Items from a data source →
--------

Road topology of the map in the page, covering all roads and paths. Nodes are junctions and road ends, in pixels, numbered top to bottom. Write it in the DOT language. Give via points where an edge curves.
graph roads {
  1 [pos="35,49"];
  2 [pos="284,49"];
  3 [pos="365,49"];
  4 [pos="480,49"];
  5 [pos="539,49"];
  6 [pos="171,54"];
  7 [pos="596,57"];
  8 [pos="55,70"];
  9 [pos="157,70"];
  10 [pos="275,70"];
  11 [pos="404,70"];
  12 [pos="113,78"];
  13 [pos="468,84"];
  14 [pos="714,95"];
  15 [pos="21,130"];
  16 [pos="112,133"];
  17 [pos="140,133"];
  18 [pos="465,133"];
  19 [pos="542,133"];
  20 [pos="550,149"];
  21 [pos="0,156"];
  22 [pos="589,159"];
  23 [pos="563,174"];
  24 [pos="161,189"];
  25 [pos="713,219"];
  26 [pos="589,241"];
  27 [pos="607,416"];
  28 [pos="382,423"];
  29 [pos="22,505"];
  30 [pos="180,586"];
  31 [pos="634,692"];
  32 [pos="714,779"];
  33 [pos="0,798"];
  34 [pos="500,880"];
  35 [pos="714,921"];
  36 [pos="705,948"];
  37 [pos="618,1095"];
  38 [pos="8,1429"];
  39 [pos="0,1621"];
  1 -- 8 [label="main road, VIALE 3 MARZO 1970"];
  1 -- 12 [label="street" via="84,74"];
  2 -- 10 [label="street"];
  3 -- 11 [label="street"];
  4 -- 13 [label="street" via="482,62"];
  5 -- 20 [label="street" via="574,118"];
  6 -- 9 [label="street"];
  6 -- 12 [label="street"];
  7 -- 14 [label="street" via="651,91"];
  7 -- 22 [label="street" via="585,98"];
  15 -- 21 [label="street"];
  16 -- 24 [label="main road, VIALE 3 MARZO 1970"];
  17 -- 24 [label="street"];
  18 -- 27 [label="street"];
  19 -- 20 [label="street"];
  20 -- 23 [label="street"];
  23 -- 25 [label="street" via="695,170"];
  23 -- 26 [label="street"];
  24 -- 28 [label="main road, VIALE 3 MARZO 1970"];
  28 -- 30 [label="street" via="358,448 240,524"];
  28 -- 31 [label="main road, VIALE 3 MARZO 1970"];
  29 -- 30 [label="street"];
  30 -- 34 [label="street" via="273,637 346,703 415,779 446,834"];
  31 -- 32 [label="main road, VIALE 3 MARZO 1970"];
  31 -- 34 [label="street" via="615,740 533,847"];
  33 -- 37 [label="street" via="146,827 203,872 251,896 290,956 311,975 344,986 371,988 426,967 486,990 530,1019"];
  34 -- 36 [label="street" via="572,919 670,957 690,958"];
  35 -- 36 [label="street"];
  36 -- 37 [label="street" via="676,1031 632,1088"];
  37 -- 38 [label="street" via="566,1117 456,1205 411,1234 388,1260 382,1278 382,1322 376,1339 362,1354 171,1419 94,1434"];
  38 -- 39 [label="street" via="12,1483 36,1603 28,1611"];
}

--------

REQUIRED WORK → Determine the number of lines in the data that include the string "MARZO". Only that number belongs in the answer.

WRITTEN SOLUTION → 5